Dataset entries >>
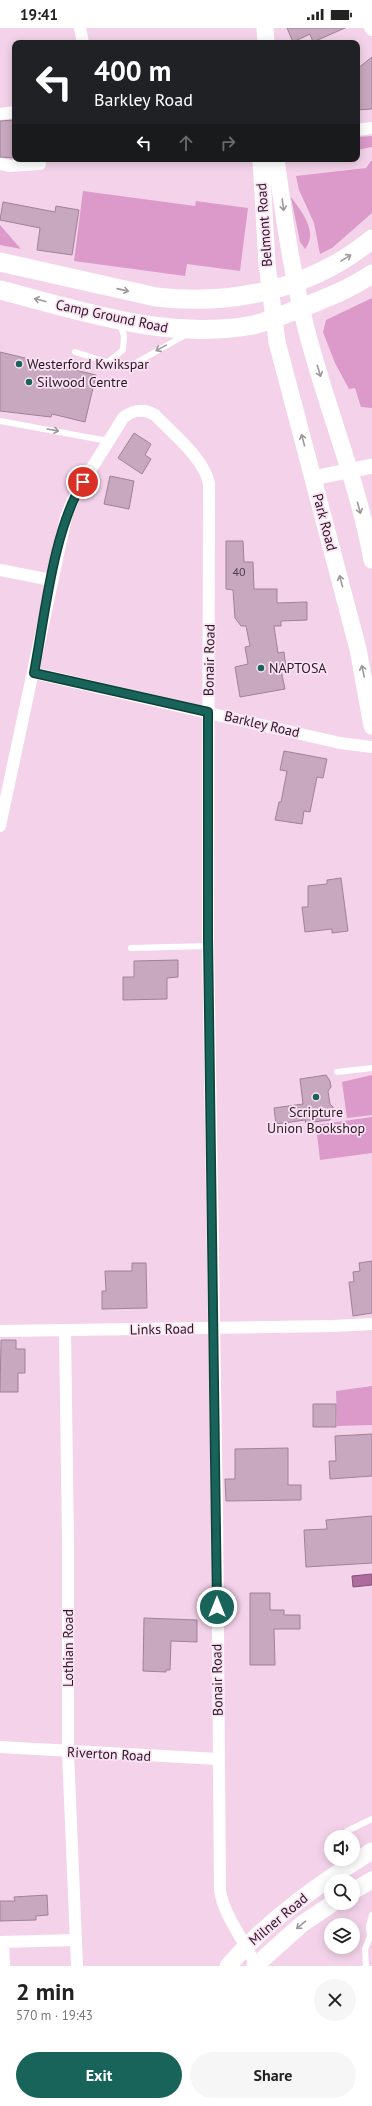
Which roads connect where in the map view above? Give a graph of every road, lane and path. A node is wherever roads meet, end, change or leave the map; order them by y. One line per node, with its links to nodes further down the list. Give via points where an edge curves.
1 (80, 28): 3 (street)
2 (265, 28): 4 (main road)
3 (82, 40)
4 (266, 40)
5 (12, 112): 6 (street)
6 (0, 114)
7 (372, 128): 8 (street)
8 (360, 130)
9 (261, 162): 18 (main road, Belmont Road)
10 (276, 162): 16 (main road, Belmont Road, one-way to 16)
11 (0, 164): 12 (street)
12 (40, 164)
13 (372, 240): 16 (main road, Camp Ground Road, one-way to 13, via 337,263)
14 (0, 262): 18 (main road, Camp Ground Road, one-way to 18, via 178,300 224,299)
15 (372, 274): 19 (main road, Camp Ground Road, via 350,287)
16 (295, 282): 18 (main road, Camp Ground Road); 19 (main road, Belmont Road)
17 (0, 290): 20 (main road, Camp Ground Road, one-way to 17)
18 (269, 291): 21 (main road, Belmont Road)
19 (301, 308): 21 (main road, Camp Ground Road); 28 (main road, one-way to 28)
20 (119, 320): 22 (main road, Camp Ground Road, via 160,328); 24 (lane, via 125,343 122,351)
21 (273, 320): 22 (main road, Camp Ground Road, via 246,326); 29 (main road, Park Road, one-way to 21)
22 (196, 330): 24 (lane, one-way to 24, via 134,364 123,366)
23 (75, 352): 24 (lane)
24 (108, 362)
25 (0, 421): 26 (lane, one-way to 26)
26 (108, 441): 32 (street, via 66,517); 34 (street, Bonair Road, via 123,418 137,410 152,413 199,462 208,477)
27 (372, 466): 28 (street)
28 (349, 471): 29 (street); 30 (main road, one-way to 30)
29 (313, 478): 35 (main road, Park Road, one-way to 29, via 358,649)
30 (372, 560)
31 (0, 570): 32 (street)
32 (51, 580): 33 (street)
33 (34, 673): 34 (street, Barkley Road); 37 (street)
34 (208, 712): 36 (street, Barkley Road, via 340,743); 39 (street, Bonair Road)
35 (372, 726)
36 (372, 747)
37 (5, 781): 38 (street)
38 (0, 826)
39 (208, 946): 40 (lane); 44 (street, Bonair Road)
40 (130, 948)
41 (372, 1068): 42 (lane)
42 (337, 1072)
43 (372, 1324): 44 (street, Links Road)
44 (213, 1328): 46 (street, Links Road); 49 (street, Bonair Road)
45 (0, 1331): 46 (street, Links Road)
46 (65, 1331): 48 (street, Lothian Road)
47 (0, 1747): 48 (street, Riverton Road)
48 (68, 1752): 49 (street, Riverton Road); 59 (street, Lothian Road)
49 (218, 1759): 61 (street, Bonair Road, via 221,1900)
50 (372, 1820): 51 (lane)
51 (347, 1830)
52 (372, 1851): 53 (main road, Milner Road)
53 (360, 1856)
54 (345, 1866): 61 (main road, Milner Road, via 271,1922)
55 (372, 1880): 56 (main road)
56 (360, 1887)
57 (324, 1909): 65 (main road, Milner Road, one-way to 65, via 302,1924)
58 (372, 1915): 66 (lane, via 370,1937 365,1949)
59 (76, 1940): 60 (street); 63 (street, Lothian Road)
60 (2, 1942): 62 (street)
61 (246, 1945): 64 (main road, Milner Road); 65 (street, Bonair Road)
62 (4, 1966)
63 (77, 1966)
64 (228, 1966)
65 (255, 1966)
66 (366, 1966)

PROBLEM REQUIREMENTS >> Your reply should hold every line from the data that contains "Belmont", copied in full.

TASK SOLUTION >>
9 (261, 162): 18 (main road, Belmont Road)
10 (276, 162): 16 (main road, Belmont Road, one-way to 16)
16 (295, 282): 18 (main road, Camp Ground Road); 19 (main road, Belmont Road)
18 (269, 291): 21 (main road, Belmont Road)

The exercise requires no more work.